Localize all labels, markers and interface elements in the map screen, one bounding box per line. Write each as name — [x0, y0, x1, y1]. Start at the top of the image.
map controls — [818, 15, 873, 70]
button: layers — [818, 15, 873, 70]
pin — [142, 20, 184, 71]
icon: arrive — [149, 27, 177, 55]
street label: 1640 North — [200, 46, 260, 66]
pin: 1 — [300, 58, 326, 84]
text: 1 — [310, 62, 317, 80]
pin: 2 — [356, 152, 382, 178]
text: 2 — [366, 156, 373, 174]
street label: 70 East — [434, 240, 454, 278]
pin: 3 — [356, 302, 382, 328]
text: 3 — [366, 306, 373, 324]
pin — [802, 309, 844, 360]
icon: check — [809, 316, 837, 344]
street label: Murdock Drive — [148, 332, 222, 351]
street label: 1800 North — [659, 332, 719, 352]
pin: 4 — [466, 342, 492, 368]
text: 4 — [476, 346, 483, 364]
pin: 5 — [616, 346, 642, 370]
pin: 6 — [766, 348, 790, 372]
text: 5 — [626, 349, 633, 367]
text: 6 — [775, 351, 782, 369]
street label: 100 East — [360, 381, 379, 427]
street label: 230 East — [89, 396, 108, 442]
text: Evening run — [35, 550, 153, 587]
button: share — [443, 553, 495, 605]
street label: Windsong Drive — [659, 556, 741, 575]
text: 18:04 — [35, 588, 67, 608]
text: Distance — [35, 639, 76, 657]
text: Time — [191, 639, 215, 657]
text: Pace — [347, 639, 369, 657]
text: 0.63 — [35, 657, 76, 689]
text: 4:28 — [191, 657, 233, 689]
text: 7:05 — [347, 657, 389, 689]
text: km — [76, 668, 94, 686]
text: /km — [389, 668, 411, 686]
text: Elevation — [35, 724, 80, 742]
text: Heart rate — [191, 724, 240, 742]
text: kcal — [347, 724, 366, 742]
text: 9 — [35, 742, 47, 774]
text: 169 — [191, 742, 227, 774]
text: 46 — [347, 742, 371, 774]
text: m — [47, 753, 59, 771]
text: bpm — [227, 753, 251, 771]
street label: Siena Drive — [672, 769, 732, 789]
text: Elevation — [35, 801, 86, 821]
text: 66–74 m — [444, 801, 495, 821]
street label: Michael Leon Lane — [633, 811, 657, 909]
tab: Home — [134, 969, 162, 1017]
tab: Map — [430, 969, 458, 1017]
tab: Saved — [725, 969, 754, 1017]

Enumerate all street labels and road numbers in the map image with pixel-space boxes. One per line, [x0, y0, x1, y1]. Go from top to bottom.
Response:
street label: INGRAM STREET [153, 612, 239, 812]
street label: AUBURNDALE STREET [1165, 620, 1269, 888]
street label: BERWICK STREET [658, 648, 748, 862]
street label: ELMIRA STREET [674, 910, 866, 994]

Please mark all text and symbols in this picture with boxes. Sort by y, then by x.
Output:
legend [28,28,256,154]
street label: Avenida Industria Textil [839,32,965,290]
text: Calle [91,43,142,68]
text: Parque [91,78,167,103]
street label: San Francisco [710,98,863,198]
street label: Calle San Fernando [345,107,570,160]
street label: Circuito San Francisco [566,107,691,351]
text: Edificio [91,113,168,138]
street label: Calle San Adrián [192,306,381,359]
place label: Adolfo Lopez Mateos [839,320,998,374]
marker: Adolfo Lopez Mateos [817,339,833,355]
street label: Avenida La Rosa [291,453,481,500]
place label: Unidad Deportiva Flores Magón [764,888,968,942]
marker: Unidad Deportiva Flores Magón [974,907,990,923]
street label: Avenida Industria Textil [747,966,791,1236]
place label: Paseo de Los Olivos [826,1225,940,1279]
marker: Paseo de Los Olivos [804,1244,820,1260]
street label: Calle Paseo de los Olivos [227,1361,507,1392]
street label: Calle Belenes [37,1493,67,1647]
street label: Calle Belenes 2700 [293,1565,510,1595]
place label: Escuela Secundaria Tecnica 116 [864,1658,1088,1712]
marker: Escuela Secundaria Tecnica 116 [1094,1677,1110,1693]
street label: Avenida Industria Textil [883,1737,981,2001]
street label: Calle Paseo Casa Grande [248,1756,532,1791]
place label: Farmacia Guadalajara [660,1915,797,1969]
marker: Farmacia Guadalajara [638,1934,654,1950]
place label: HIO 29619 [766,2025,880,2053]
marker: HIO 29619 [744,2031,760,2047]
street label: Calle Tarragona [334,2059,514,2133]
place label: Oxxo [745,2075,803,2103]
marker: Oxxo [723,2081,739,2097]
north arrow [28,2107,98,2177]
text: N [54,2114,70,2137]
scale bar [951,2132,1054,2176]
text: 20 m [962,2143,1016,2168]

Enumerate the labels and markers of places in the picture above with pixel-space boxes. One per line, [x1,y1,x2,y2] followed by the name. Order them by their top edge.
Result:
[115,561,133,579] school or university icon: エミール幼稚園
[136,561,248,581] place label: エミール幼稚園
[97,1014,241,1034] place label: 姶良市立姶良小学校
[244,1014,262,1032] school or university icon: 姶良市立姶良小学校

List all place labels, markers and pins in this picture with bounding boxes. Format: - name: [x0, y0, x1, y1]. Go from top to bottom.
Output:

* * *

Copy the lines from the one with "List all place" through the last line of the material above, exactly as they are and with no others.

# EXPECTED ANSWER:
List all place labels, markers and pins in this picture with bounding boxes. Format: - name: [x0, y0, x1, y1]. Go from top to bottom.
Output:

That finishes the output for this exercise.